Where this love gets tricky, but also more wondrous, is in the fact that the myriad *Gentes* are not all constituted in the same way. By that I mean it’s not just that the nations are many, it’s that they nation, as it were, differently to some extent. And then, one perceives that many if not most of the national identities available to one today are of relatively recent construction that is the result of precisely the sort of inversion of the state-nation hierarchical balance you decry.
In any case, the trouble I always run up against in pondering this question of identity is how to make it deep. How can one’s roots in a *gens* possess the ontological weight you want to ascribe to that belonging when—especially here in America—that belonging is more or less freely and consciously chosen, one consumer choice among others, as with one’s religion? A brand. A credential, perhaps.

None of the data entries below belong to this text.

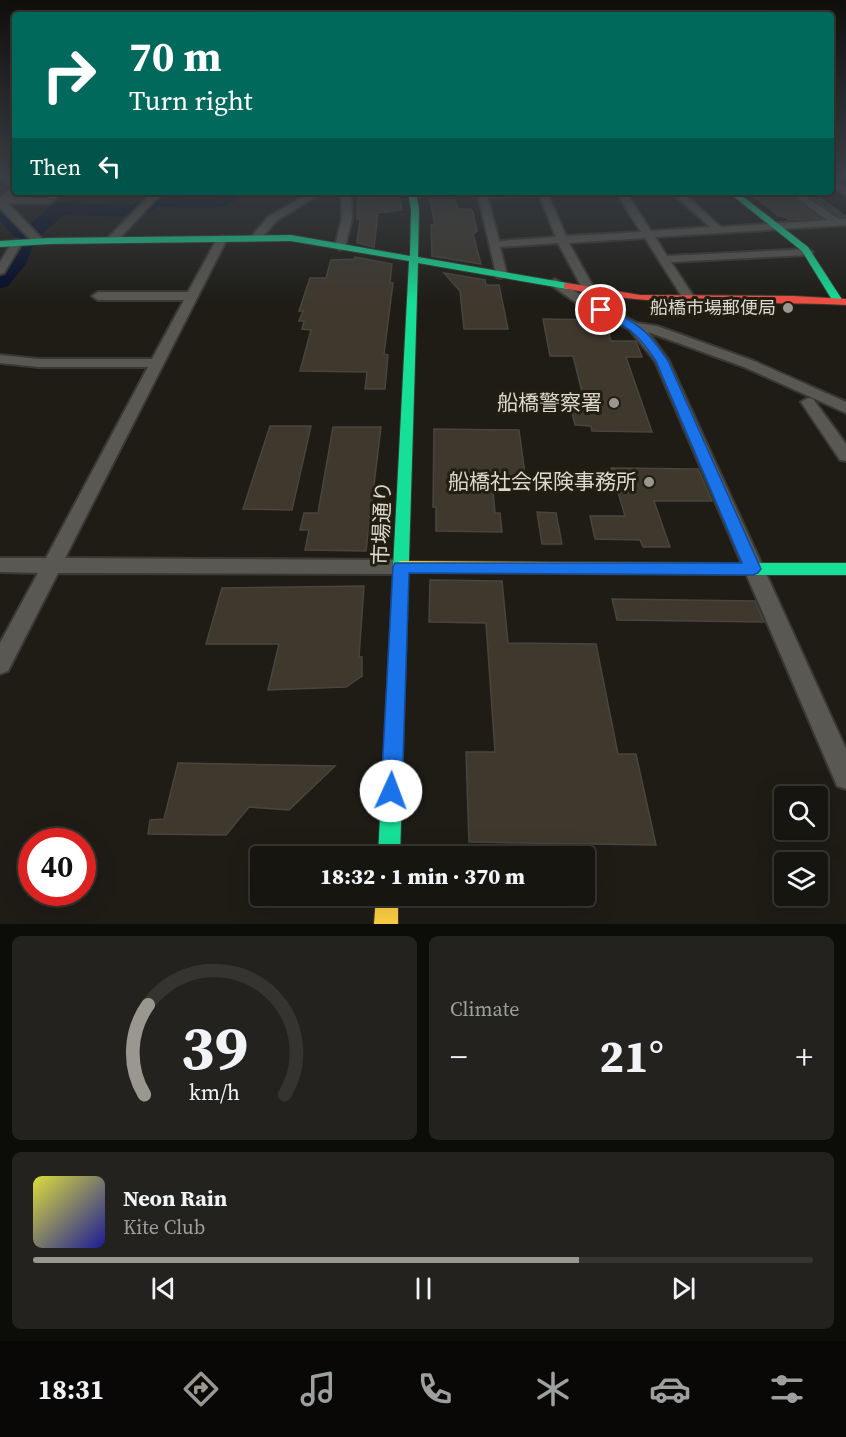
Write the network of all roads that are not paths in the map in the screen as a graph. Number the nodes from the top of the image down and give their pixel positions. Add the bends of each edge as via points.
1 (12, 219) edge
2 (132, 219) edge
3 (272, 219) edge
4 (347, 219) edge
5 (415, 219) edge
6 (489, 219) edge
7 (553, 219) edge
8 (638, 219) edge
9 (707, 219) edge
10 (766, 219) edge
11 (843, 224) edge
12 (776, 227) junction
13 (719, 230) junction
14 (648, 234) junction
15 (256, 238) junction
16 (222, 239) junction
17 (112, 240) junction
18 (562, 240) junction
19 (27, 242) junction
20 (0, 244) edge
21 (495, 244) junction
22 (340, 247) junction
23 (808, 252) junction
24 (663, 259) junction
25 (414, 261) junction
26 (0, 271) edge
27 (501, 275) junction
28 (555, 284) junction
29 (589, 290) junction
30 (98, 296) dead end
31 (193, 296) junction
32 (690, 300) junction
33 (842, 302) edge
34 (634, 326) junction
35 (0, 359) edge
36 (158, 363) junction
37 (808, 402) dead end
38 (846, 408) edge
39 (846, 456) edge
40 (0, 565) edge
41 (52, 566) junction
42 (401, 567) junction
43 (753, 569) junction
44 (846, 569) edge
45 (0, 664) edge
46 (846, 777) edge
47 (389, 846) edge
48 (387, 906) edge
49 (386, 924) edge

1 - 19 street
2 - 17 street
3 - 15 street
4 - 22 street
5 - 25 street, 市場通り
6 - 21 street
7 - 18 street
8 - 14 street
9 - 13 street
10 - 12 street
11 - 12 street
12 - 13 street
12 - 23 street
13 - 14 street
14 - 18 street
14 - 24 street
15 - 16 street
15 - 22 street via 291,238
16 - 17 street
16 - 31 street
17 - 19 street
18 - 21 street
18 - 29 street
19 - 20 street
19 - 26 street
21 - 27 street
22 - 25 street
23 - 24 street
23 - 33 street
24 - 32 street
25 - 27 street
25 - 42 street, 市場通り
27 - 28 street
28 - 29 street
28 - 34 street
29 - 32 street
30 - 31 street
31 - 36 street
32 - 33 street
34 - 38 street via 749,364
34 - 43 street via 662,361
35 - 36 street via 39,363
36 - 41 street
37 - 39 street
40 - 41 street
41 - 42 street
41 - 45 street
42 - 43 street
42 - 47 street, 市場通り
43 - 44 street
43 - 46 street
48 - 49 street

What went into making the national or ethnic consciousness of yore was nearly always life conditions over which those who lived them had little agency. *Within* the constraints of culture there were great imaginations who acted and shaped their worlds. But we are not starting from that situation. We are not *within* a cultural form, or perhaps we can say the purview of a tutelary spirit, in the way those forebears were, precisely because we choose. For the freedom to choose we have given up the possibility of just that which we would have chosen. It is a very strange and unprecedented way of being in the world. I salute your efforts to grapple with it and hope you don’t regret publishing this. I see no misstep here, only honest feeling and searching of a sort that may thoughtful people are engaged in now.
Finding good *auctores* is important. Belloc, no doubt because of his dual heritage, was good on ethnos and culture. David Jones was another who pondered the matter deeply. And these were men who, like Von Hildebrand, saw up close what nationalism wreaked upon European civilization.
I am so happy you decided to write this, and to have the courage to post this. It's a tremendous task to tell this particular truth to a spiritual audience. I wish I could do this myself, but I am motivated by self-interest and resentment. I do not want to tarnish what I know to be the truth with my apparent flaws.
Natural Law was put into place by God, and it is self-evident. Everything modern from the flattening of hierarchy to the erasure of our nations, the lifeless colors so popular in our sterile homes and our boring cars, to higher abstractions and stifling of voices, to AI creating monstrosities of word and artform, poisons in our air and artificial diets, are all against His Natural Law He so lovingly structured.
May God pour out His grace on you for your integrity and authenticity, and bless your life.
Thank you.
I'm so glad you decided to post this, Loup. I will need to read this again, and look at some things I might have missed the first time. I'm really not educated enough to be able to say a lot on this topic, other than that this would make a very fine reading in my philosophy class that's sadly ending. Wonderful read, as always, and I see your line of thinking very clearly here.
I appreciate the charity of that response! This is a conversation that really is happening, especially among young American converts, and I thought in the end -- at least I will contribute something to the discussion. (You will have more wonderful philosophy classes to come, I am very sure.)
You definitely contributed a lot to the discussion, your time and careful writing made sure of that! My main area of study isn’t philosophy, sadly, so I only get to take three more philosophy classes (one of them with my prof right now who I love).